Philippines losing air traffic controllers due to pay disparity –

MANILA, Philippines — The Philippines is suffering from a brain drain of aviation experts, particularly air traffic officers, as the salary offered here can no longer compete with that given in the Middle East.
The Civil Aviation Authority of the Philippines yesterday asked the government to raise the pay of air traffic controllers in CAAP facilities to encourage them to stay in the country.
CAAP director general Manuel Antonio Tamayo said the agency is losing aviation talents mostly to the Middle East, where the starting salary is up to six times higher than what they get here.
“That is the problem: we are not hiring our air traffic controllers, so our air traffic controllers are being pirated abroad. We are having issues because of pay and so on. In terms of qualification, we can train Filipinos. We can make them excellent in this field, but the problem is the pay that we offer them,” Tamayo said.
Tamayo requested the Governance Commission for GOCCs (GCG) to facilitate the adjustment in the salary grades of air traffic personnel.
He warned that without reform, the Philippines would lose the people who can prevent the airspace shutdown from repeating in the future.
CAAP assistant director general Marlene Singson said air traffic controllers undergo at least 1.5 years of training to complete their service course.
Afterward, they are deployed to an air traffic management facility anywhere in the country to do their apprenticeship and obtain a rating.
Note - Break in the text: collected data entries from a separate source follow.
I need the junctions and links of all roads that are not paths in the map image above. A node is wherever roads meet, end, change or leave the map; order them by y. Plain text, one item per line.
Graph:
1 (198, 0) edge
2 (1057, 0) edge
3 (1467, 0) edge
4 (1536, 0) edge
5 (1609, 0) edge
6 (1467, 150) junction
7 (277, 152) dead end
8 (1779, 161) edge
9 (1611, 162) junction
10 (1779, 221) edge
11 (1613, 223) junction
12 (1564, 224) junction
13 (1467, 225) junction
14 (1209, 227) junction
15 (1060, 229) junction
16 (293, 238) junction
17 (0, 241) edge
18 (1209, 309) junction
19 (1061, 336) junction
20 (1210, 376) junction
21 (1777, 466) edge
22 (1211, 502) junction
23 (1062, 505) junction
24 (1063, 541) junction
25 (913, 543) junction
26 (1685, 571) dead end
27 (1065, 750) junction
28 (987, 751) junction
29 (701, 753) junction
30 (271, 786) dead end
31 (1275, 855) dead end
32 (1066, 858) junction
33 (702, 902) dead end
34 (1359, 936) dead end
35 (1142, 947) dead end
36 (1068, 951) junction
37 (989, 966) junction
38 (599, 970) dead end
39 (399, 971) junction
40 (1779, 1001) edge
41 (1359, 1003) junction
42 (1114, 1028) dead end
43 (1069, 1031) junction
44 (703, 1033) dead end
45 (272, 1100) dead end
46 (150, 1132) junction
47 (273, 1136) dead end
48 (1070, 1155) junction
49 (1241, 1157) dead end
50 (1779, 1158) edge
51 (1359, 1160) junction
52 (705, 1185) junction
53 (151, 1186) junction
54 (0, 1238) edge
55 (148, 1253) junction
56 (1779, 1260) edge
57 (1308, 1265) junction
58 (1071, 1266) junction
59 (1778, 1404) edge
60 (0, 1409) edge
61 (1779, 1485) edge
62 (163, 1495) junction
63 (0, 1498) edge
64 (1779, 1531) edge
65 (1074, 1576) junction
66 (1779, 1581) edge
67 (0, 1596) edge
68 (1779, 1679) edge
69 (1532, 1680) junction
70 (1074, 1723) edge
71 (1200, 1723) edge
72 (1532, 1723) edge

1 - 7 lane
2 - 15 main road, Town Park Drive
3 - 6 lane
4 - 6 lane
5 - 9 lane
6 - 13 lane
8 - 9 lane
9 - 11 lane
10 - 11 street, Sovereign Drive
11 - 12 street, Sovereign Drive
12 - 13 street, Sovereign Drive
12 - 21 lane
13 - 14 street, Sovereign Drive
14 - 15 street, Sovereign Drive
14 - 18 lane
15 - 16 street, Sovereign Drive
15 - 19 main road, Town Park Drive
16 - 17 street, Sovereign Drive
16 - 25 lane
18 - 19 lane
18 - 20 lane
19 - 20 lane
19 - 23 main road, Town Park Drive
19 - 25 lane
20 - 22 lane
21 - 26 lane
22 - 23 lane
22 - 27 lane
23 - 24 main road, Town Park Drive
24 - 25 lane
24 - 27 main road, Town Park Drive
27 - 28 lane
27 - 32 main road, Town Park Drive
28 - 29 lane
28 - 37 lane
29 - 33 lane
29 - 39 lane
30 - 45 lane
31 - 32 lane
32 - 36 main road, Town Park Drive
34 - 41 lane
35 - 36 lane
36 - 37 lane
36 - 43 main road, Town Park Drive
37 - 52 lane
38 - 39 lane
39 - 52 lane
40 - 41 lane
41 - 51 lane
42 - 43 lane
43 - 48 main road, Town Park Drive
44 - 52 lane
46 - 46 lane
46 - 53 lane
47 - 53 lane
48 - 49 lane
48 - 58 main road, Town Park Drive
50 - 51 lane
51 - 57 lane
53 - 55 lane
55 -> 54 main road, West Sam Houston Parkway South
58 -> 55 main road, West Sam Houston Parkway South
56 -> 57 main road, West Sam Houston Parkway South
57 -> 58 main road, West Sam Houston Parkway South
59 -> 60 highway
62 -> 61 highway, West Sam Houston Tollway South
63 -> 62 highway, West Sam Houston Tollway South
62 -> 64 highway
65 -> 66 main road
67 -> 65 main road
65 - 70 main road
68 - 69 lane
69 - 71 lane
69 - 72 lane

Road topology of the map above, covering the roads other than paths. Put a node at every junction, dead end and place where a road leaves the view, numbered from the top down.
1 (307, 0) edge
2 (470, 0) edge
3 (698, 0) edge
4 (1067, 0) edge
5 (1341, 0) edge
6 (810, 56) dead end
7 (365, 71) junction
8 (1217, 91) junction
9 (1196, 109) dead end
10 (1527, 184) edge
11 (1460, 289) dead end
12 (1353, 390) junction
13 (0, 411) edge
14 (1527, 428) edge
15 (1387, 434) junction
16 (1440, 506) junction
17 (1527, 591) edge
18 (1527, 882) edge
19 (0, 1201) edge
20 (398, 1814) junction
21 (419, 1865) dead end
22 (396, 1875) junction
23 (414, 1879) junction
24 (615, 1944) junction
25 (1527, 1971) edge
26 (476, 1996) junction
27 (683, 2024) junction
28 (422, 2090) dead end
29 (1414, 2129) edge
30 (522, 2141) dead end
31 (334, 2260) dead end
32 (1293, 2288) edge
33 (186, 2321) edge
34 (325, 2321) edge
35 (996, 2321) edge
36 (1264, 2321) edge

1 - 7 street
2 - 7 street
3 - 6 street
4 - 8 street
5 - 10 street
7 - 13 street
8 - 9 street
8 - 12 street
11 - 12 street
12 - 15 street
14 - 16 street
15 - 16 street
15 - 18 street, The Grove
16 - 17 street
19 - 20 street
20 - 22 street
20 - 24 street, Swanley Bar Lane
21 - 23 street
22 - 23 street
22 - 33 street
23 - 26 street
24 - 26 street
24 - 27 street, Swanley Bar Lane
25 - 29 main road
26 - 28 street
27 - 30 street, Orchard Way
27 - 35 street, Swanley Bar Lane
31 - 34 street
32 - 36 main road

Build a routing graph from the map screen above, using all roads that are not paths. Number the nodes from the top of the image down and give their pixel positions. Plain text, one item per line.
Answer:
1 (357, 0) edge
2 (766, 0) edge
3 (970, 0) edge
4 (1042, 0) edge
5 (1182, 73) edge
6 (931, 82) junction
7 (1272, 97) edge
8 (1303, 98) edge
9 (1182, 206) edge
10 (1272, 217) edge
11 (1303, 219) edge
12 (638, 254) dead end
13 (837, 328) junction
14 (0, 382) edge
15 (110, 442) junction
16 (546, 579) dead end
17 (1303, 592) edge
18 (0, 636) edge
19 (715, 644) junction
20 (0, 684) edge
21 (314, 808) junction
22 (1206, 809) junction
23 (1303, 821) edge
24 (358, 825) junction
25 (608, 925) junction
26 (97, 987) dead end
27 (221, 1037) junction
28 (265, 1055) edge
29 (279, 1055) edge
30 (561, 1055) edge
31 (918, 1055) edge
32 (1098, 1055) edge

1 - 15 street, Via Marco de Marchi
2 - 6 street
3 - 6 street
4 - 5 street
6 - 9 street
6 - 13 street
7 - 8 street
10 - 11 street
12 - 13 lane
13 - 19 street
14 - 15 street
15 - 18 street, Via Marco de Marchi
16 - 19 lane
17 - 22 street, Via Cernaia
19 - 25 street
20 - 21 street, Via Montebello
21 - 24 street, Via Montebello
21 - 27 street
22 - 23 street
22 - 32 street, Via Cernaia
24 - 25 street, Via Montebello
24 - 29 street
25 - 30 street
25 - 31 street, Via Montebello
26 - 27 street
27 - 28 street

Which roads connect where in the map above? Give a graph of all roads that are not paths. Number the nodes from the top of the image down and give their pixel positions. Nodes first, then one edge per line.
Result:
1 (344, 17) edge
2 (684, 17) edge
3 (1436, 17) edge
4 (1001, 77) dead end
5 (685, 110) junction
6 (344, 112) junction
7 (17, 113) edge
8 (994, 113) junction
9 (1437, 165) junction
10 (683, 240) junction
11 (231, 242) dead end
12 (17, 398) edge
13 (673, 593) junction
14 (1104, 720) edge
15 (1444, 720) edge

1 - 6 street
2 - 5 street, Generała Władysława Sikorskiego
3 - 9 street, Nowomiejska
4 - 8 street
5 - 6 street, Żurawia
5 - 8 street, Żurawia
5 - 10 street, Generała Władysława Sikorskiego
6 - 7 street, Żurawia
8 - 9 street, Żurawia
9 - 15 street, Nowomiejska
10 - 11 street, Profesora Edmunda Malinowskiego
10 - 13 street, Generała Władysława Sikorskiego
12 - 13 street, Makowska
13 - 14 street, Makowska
Once finished, however, most of them start to receive job offers from the Middle East like Dubai, where the salary can peak to as much as P850,000 a month.
Singson said the starting pay in Dubai for air traffic controller is around P380,000 monthly plus a free housing unit. For comparison, a starting air traffic management officer here gets classified under Salary Grade 20 for P51,155 a month.
In response, GCG commissioner Gideon Mortel said the GCG will look into the pay issue of air traffic officers working for CAAP facilities.
He vowed that the agency tasked to oversee state-run firms like CAAP is studying every option to improve air traffic management in the Philippines.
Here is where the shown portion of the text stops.